- **WHAT YOU HAVE TO DO**
All the data should come back exactly as it was given.

- **EXERCISE MATERIALS**
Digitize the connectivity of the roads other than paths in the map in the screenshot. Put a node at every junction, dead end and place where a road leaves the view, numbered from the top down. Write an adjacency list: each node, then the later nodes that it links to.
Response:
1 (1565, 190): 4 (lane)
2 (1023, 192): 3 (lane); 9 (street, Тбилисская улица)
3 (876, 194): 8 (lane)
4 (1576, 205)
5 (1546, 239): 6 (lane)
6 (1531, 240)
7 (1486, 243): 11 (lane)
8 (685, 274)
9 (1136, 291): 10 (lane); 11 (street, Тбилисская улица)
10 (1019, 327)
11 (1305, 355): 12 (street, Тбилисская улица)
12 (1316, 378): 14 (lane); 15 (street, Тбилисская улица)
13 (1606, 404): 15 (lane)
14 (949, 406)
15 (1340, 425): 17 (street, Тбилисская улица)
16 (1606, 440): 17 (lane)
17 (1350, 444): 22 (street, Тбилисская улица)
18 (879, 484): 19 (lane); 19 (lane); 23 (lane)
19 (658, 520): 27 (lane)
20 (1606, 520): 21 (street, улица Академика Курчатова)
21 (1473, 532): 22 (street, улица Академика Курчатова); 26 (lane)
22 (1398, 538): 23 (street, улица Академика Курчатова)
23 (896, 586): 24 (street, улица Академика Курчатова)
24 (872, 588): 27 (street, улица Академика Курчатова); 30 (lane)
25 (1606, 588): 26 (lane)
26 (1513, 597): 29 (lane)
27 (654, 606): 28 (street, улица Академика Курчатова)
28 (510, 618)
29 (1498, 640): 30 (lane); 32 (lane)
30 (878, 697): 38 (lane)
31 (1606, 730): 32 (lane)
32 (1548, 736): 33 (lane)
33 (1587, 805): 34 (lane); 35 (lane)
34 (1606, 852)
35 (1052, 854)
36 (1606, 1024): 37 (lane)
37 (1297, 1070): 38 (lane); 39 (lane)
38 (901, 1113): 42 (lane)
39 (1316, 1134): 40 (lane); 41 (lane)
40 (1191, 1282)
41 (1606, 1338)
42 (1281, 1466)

- **COMPLETED TASK**
Digitize the connectivity of the roads other than paths in the map in the screenshot. Put a node at every junction, dead end and place where a road leaves the view, numbered from the top down. Write an adjacency list: each node, then the later nodes that it links to.
Response:
1 (1565, 190): 4 (lane)
2 (1023, 192): 3 (lane); 9 (street, Тбилисская улица)
3 (876, 194): 8 (lane)
4 (1576, 205)
5 (1546, 239): 6 (lane)
6 (1531, 240)
7 (1486, 243): 11 (lane)
8 (685, 274)
9 (1136, 291): 10 (lane); 11 (street, Тбилисская улица)
10 (1019, 327)
11 (1305, 355): 12 (street, Тбилисская улица)
12 (1316, 378): 14 (lane); 15 (street, Тбилисская улица)
13 (1606, 404): 15 (lane)
14 (949, 406)
15 (1340, 425): 17 (street, Тбилисская улица)
16 (1606, 440): 17 (lane)
17 (1350, 444): 22 (street, Тбилисская улица)
18 (879, 484): 19 (lane); 19 (lane); 23 (lane)
19 (658, 520): 27 (lane)
20 (1606, 520): 21 (street, улица Академика Курчатова)
21 (1473, 532): 22 (street, улица Академика Курчатова); 26 (lane)
22 (1398, 538): 23 (street, улица Академика Курчатова)
23 (896, 586): 24 (street, улица Академика Курчатова)
24 (872, 588): 27 (street, улица Академика Курчатова); 30 (lane)
25 (1606, 588): 26 (lane)
26 (1513, 597): 29 (lane)
27 (654, 606): 28 (street, улица Академика Курчатова)
28 (510, 618)
29 (1498, 640): 30 (lane); 32 (lane)
30 (878, 697): 38 (lane)
31 (1606, 730): 32 (lane)
32 (1548, 736): 33 (lane)
33 (1587, 805): 34 (lane); 35 (lane)
34 (1606, 852)
35 (1052, 854)
36 (1606, 1024): 37 (lane)
37 (1297, 1070): 38 (lane); 39 (lane)
38 (901, 1113): 42 (lane)
39 (1316, 1134): 40 (lane); 41 (lane)
40 (1191, 1282)
41 (1606, 1338)
42 (1281, 1466)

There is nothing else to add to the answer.